In the Science Advances paper, lead author Zhongxia Shang, a former graduate student in Zhang’s lab, used compressive and shear stresses to break large grains at the surface of a T-91 sample into smaller grains. A cross-section of the sample shows that grain sizes increase from the surface, where the smallest ultra-fine grains are less than 100 nanometers in size, into the center of the material, where grains are 10 to 100 times larger.

The modified G-T91 sample had a yield strength of about 700 megapascals, a unit of tension stress, and withstood a uniform strain of about 10%, a significant improvement over the combined strength and plasticity that can be reached with standard T-91.

“This is the beauty of the structure, the center is soft so it can sustain plasticity but, by introducing the nanolaminate, the surface has become much harder,” said Shang, now a research staff scientist at Purdue’s Birck Nanotechnology Center. “If you then create this gradient, with the large grains in the center and nanograins in the surface, they deform synergistically. The large grains take care of the stretching, and the small grains accommodate the stress. And now you can make a material that has a combination of strength and ductility.”

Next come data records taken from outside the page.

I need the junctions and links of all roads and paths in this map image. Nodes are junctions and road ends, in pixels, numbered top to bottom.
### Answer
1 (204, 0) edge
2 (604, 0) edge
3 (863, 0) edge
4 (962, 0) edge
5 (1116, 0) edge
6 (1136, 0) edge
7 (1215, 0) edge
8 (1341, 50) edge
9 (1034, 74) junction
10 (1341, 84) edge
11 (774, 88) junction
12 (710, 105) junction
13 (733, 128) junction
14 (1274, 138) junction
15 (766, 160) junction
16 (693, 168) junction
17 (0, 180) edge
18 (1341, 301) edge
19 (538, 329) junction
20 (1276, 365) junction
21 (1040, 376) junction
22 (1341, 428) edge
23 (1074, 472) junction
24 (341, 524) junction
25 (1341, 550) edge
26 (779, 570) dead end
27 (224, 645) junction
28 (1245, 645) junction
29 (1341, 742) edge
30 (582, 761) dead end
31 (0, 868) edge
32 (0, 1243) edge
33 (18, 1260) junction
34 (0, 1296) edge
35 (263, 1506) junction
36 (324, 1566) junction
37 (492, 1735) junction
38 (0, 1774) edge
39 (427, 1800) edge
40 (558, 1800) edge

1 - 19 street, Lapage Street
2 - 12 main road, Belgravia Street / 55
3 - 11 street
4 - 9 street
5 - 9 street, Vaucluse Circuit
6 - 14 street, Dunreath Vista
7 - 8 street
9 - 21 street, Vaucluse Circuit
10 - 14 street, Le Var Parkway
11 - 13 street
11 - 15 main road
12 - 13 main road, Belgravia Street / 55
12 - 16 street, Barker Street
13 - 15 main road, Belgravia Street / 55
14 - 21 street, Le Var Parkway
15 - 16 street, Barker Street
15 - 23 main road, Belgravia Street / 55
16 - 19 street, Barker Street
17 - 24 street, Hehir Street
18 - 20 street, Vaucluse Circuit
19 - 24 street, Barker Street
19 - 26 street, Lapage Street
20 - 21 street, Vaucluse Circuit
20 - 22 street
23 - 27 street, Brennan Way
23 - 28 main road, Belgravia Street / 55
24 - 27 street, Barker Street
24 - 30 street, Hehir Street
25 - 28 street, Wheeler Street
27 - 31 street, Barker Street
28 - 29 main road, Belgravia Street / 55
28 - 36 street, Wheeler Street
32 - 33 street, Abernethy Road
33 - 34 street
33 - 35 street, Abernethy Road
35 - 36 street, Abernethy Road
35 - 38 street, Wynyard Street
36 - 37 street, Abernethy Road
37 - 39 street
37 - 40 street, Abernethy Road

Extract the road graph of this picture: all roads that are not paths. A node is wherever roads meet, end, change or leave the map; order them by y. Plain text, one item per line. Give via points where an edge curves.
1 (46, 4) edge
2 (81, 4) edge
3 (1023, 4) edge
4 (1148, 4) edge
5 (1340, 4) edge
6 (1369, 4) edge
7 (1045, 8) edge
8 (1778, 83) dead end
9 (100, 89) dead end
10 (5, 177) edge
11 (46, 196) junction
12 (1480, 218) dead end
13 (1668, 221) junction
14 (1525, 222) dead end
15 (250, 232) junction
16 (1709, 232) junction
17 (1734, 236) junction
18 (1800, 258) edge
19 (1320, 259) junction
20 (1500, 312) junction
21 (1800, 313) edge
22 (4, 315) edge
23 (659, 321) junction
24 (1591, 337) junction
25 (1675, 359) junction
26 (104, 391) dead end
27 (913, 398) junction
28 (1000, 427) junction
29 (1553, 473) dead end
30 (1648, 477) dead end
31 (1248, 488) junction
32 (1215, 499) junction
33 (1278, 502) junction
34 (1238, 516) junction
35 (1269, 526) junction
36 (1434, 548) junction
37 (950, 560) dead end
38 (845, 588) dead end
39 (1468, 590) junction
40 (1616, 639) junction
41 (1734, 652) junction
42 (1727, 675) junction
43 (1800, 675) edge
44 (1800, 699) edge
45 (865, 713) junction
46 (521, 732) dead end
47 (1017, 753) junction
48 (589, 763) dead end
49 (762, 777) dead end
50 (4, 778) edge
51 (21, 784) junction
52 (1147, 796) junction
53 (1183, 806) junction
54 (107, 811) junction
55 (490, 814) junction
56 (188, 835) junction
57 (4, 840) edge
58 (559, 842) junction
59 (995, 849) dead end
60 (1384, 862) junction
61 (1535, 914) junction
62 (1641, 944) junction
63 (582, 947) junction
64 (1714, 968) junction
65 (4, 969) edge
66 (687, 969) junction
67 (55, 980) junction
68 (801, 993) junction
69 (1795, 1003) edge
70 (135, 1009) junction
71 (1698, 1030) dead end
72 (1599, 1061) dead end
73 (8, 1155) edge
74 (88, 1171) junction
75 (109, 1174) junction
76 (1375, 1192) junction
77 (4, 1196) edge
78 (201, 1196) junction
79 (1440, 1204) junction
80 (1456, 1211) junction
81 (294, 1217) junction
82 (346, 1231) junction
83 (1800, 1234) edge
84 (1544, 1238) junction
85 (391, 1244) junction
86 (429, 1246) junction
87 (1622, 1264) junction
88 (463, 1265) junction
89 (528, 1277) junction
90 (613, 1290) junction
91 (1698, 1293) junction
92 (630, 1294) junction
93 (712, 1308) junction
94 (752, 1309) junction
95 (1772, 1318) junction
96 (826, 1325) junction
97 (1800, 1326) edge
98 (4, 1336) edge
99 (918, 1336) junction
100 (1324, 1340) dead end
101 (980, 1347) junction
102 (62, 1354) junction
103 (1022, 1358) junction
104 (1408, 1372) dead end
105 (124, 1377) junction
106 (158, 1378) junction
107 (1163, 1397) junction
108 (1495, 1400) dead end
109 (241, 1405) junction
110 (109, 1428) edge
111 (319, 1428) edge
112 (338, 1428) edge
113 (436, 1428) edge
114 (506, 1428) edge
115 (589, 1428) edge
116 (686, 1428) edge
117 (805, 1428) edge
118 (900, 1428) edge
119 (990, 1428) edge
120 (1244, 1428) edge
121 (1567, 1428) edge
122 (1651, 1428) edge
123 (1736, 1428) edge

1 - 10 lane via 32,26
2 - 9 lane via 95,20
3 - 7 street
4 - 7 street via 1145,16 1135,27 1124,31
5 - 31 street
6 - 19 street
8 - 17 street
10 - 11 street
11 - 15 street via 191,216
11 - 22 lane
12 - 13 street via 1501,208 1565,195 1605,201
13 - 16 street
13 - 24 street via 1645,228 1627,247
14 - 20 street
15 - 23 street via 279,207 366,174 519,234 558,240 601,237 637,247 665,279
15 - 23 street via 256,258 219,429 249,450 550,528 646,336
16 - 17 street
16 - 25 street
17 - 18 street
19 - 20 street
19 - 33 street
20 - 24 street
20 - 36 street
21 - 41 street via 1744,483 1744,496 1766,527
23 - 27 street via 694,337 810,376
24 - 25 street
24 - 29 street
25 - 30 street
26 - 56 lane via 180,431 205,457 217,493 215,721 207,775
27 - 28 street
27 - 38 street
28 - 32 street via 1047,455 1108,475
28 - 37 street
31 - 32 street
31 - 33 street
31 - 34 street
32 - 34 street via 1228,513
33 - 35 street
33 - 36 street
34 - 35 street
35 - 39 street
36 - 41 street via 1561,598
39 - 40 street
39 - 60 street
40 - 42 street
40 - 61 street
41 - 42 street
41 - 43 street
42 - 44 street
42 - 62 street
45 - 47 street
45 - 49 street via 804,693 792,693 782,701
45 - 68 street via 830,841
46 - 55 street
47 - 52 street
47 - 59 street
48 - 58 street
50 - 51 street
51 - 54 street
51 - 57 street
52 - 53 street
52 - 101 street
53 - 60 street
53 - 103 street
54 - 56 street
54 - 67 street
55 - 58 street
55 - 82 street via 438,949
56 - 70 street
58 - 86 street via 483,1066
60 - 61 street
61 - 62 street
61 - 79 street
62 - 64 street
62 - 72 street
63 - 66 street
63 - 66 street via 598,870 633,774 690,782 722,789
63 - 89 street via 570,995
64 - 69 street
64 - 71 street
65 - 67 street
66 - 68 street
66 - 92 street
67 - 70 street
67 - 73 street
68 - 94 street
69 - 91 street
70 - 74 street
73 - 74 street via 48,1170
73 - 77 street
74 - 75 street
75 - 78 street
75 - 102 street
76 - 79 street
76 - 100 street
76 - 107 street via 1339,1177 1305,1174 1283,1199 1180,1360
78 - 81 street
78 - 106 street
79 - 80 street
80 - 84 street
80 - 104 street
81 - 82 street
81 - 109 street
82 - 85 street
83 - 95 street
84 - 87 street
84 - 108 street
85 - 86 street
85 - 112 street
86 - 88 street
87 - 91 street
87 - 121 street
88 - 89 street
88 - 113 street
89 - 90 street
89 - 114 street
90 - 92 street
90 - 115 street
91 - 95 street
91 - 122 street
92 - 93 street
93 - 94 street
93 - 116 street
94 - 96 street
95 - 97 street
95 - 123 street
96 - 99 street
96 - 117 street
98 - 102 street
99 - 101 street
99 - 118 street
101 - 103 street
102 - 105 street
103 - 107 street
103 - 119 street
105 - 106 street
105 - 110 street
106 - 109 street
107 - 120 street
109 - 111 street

While the research team had hypothesized that the gradient nanostructured G-T91 would perform better than standard T-91, scanning electron microscopy images taken at intervals during the tension testing reveal a mystery. Electron backscattered diffraction images taken at a scanning electron microscope at Sandia show how grains in the nanolaminate of the G-T91 change at increasing intervals of true strain, a measure of plasticity, from 0% to 120%. At the beginning of the process, the grains are vertical, with a shape the team describes as lenticular. But as strain increases, they appear to stretch into a more globular shape, then rotate, and finally elongate horizontally.

Zhang said the images show the interface between the grains — called the grain boundary -moving, allowing the grains to stretch and rotate and enabling the steel itself to deform plastically. The team has secured funding from the National Science Foundation to investigate the rules governing this movement in the grain boundaries, which could make it possible to understand the intriguing deformation behavior of gradient materials.

“If we know how they move and why they move, maybe we can find a better way to arrange the grains. We don’t know how to do it yet, but it’s opened a very interesting potential,” Zhang said.

“Gradient Nanostructure Steel With Superior Tensile Plasticity” was made possible with support from National Science Foundation. Research conducted at Sandia was supported by a user proposal at the Center for Integrated Nanotechnologies, an Office of Science user facility operated for the U.S. Department of Energy, Office of Science. Zhang and Shang were joined by Tianyi Sun, Jie Ding, Nicholas A. Richter and Haiyan Wang at Purdue, and by Sandia researchers Nathan M. Heckman, Benjamin C. White, Brad L. Boyce and Khalid Hattar, who were supported by U.S. Department of Energy Office of Basic Energy Sciences.